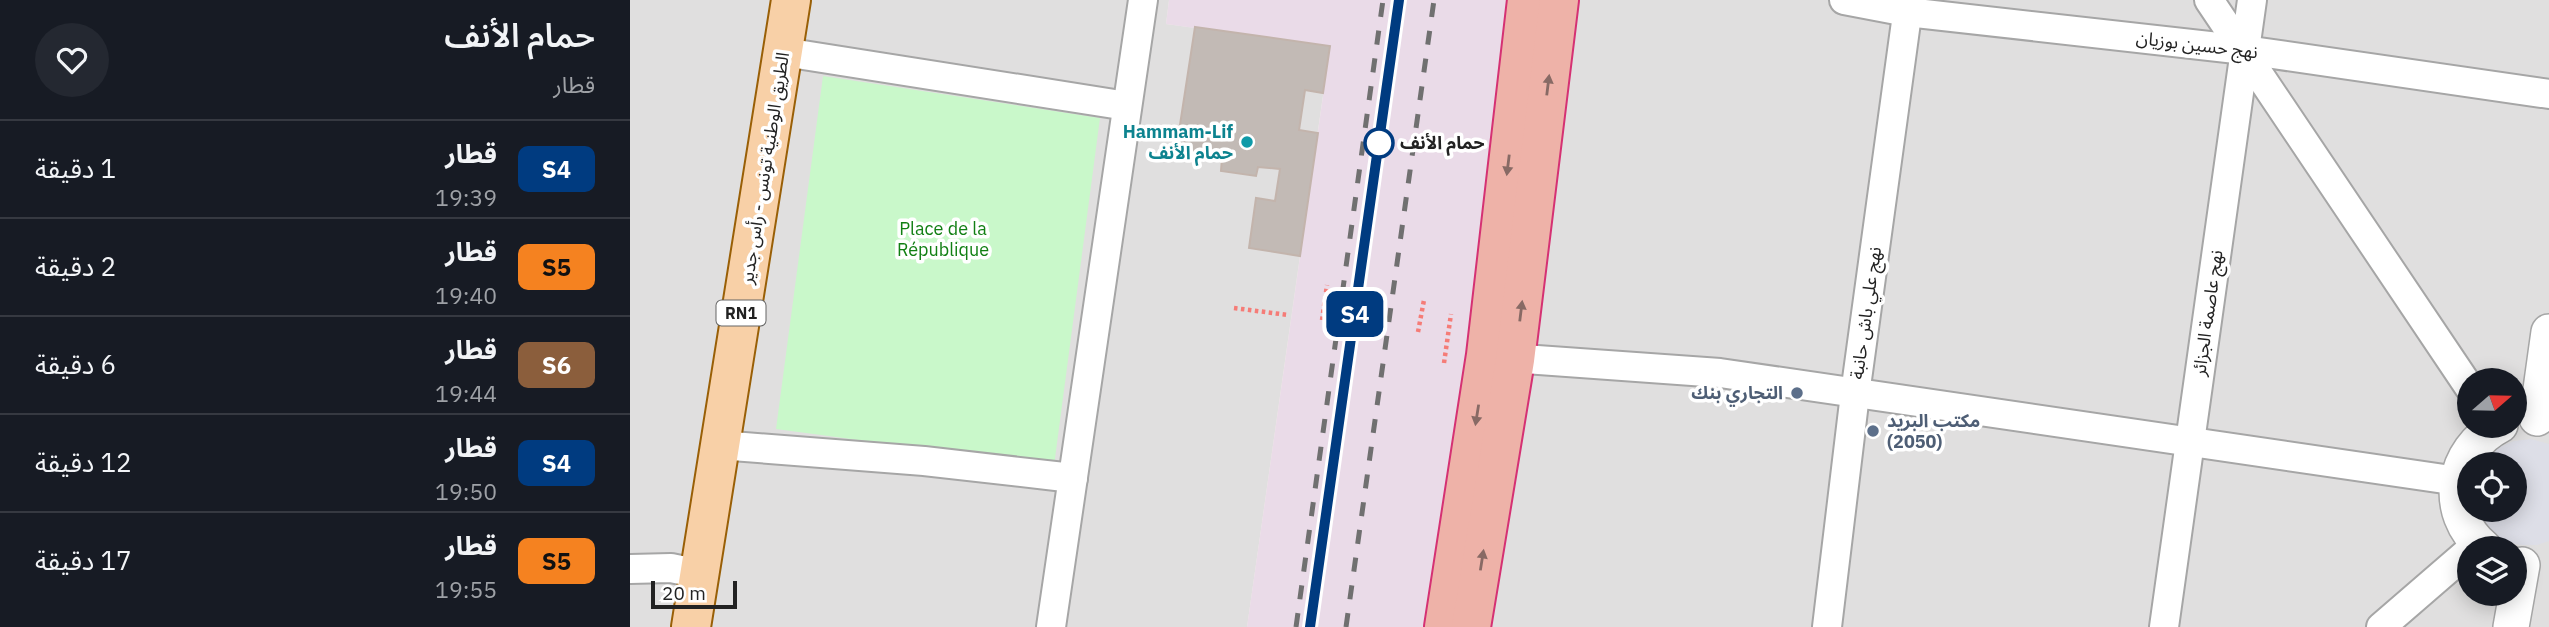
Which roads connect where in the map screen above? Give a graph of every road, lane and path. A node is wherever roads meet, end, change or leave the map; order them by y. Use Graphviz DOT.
graph roads {
  1 [pos="791,0"];
  2 [pos="1143,0"];
  3 [pos="1527,0"];
  4 [pos="1559,0"];
  5 [pos="1844,0"];
  6 [pos="2209,0"];
  7 [pos="2252,0"];
  8 [pos="1908,6"];
  9 [pos="2245,50"];
  10 [pos="784,52"];
  11 [pos="2549,94"];
  12 [pos="1127,106"];
  13 [pos="1327,285"];
  14 [pos="1375,293"];
  15 [pos="1424,300"];
  16 [pos="1234,307"];
  17 [pos="1451,314"];
  18 [pos="1288,315"];
  19 [pos="1322,320"];
  20 [pos="1370,326"];
  21 [pos="1418,332"];
  22 [pos="2549,332"];
  23 [pos="1500,357"];
  24 [pos="1444,363"];
  25 [pos="2457,369"];
  26 [pos="2527,391"];
  27 [pos="1855,394"];
  28 [pos="2480,438"];
  29 [pos="2190,442"];
  30 [pos="719,445"];
  31 [pos="2468,452"];
  32 [pos="1073,478"];
  33 [pos="2457,481"];
  34 [pos="2457,563"];
  35 [pos="2528,563"];
  36 [pos="630,569"];
  37 [pos="700,574"];
  38 [pos="691,627"];
  39 [pos="1051,627"];
  40 [pos="1444,627"];
  41 [pos="1471,627"];
  42 [pos="1827,627"];
  43 [pos="2164,627"];
  44 [pos="2381,627"];
  45 [pos="2511,627"];
  1 -- 10 [label="main road, الطريق الوطنية تونس - رأس جدير / RN1"];
  2 -- 12 [label="street"];
  3 -- 23 [label="highway, one-way"];
  23 -- 4 [label="highway, one-way"];
  5 -- 8 [label="street, نهج حسين بوزيان"];
  6 -- 9 [label="street"];
  7 -- 9 [label="street, نهج عاصمة الجزائر"];
  8 -- 9 [label="street, نهج حسين بوزيان"];
  8 -- 27 [label="street, نهج علي باش حانبة"];
  9 -- 11 [label="street, نهج حسين بوزيان"];
  9 -- 25 [label="street"];
  9 -- 29 [label="street, نهج عاصمة الجزائر"];
  10 -- 12 [label="street"];
  10 -- 30 [label="main road, الطريق الوطنية تونس - رأس جدير / RN1"];
  12 -- 32 [label="street"];
  13 -- 19 [label="path"];
  14 -- 20 [label="path"];
  15 -- 21 [label="path"];
  16 -- 18 [label="path"];
  17 -- 24 [label="path"];
  22 -- 26 [label="street"];
  23 -- 27 [label="street"];
  23 -- 40 [label="highway, one-way"];
  41 -- 23 [label="highway, one-way"];
  27 -- 29 [label="street"];
  27 -- 42 [label="street, نهج علي باش حانبة"];
  28 -- 31 [label="street"];
  29 -- 33 [label="street"];
  29 -- 43 [label="street, نهج عاصمة الجزائر"];
  30 -- 32 [label="street"];
  30 -- 37 [label="main road, الطريق الوطنية تونس - رأس جدير / RN1"];
  32 -- 39 [label="street"];
  34 -- 44 [label="street"];
  35 -- 45 [label="street"];
  36 -- 37 [label="street"];
  37 -- 38 [label="main road, الطريق الوطنية تونس - رأس جدير / RN1"];
}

REQUIRED WORK:
Could you return all lines from the data above that contain the string "path"?

EXPECTED ANSWER:
Which roads connect where in the map screen above? Give a graph of every road, lane and path. A node is wherever roads meet, end, change or leave the map; order them by y. Use Graphviz DOT.
  13 -- 19 [label="path"];
  14 -- 20 [label="path"];
  15 -- 21 [label="path"];
  16 -- 18 [label="path"];
  17 -- 24 [label="path"];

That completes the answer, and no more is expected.